The Power of Assertiveness




I rarely, if ever, give out my work email address.  I have enough personal email addresses, that I don’t need the one my employer provides for anything other than work related correspondence.  Sometimes, however, in order to get information from a vendor or software support center, I have provided my work email to people outside of work.  Since I am careful about to whom and when I provide my email address, I am always disappointed when I started getting marketing materials as a result.

Somehow, recently, I started getting invitations to a series of database “webinars.”  I am not a database person, although I have been involved with them in various capacities throughout my career.  At first I just deleted the unwanted messages from my inbox.  But the number and frequency of the messages increased and I decided I didn’t want their junk in my inbox any more.  Especially since it really isn’t my inbox - it’s my employers.

Following the unsubscribe link at the bottom of the email I submitted my address for removal from their list.  I got the standard, “your email will be removed” message and thought that was the end of the story.  And then a few days later I got another email for another webinar.  And I unsubscribed again.  And again.  And again.
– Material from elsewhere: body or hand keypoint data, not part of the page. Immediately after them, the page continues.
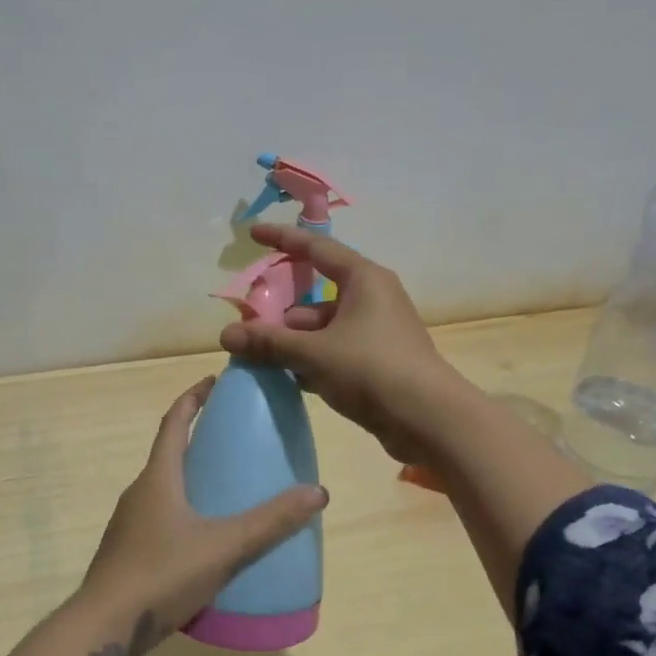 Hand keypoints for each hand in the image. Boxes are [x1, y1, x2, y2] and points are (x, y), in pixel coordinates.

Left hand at [70, 376, 327, 655]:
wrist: (103, 629)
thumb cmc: (162, 574)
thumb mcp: (224, 546)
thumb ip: (271, 521)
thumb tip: (318, 492)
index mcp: (158, 478)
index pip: (174, 422)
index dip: (193, 397)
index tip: (214, 381)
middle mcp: (139, 493)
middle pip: (169, 453)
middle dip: (198, 438)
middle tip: (234, 437)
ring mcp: (130, 525)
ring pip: (164, 487)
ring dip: (190, 477)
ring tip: (226, 485)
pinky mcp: (128, 552)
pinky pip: (160, 516)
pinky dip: (184, 510)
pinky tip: (205, 537)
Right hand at [219, 223, 469, 462]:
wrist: (429, 420)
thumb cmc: (372, 370)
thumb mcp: (313, 353)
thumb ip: (268, 343)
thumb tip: (226, 335)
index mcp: (363, 279)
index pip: (316, 248)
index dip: (283, 239)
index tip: (253, 235)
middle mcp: (374, 298)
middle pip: (317, 295)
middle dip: (282, 312)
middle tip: (249, 326)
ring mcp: (379, 331)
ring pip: (326, 327)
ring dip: (296, 341)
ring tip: (262, 359)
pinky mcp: (381, 361)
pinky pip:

This morning I had finally reached a breaking point, and I sent the following message back to the email address where these now highly annoying messages were originating:

I suppose I could have continued to just delete their marketing emails from my inbox, which sees upwards of 100 legitimate emails a day (and growing), but I am glad that I decided to be assertive instead.  So much of our daily lives now are transacted in cyberspace, and it is so easy to forgive or at least tolerate actions that would be rude in person, since they are in the form of “bodiless” emails or forum postings.  If anything, I think electronic communication should be more polite, more deferential, more exactingly correct, since they don’t come in person.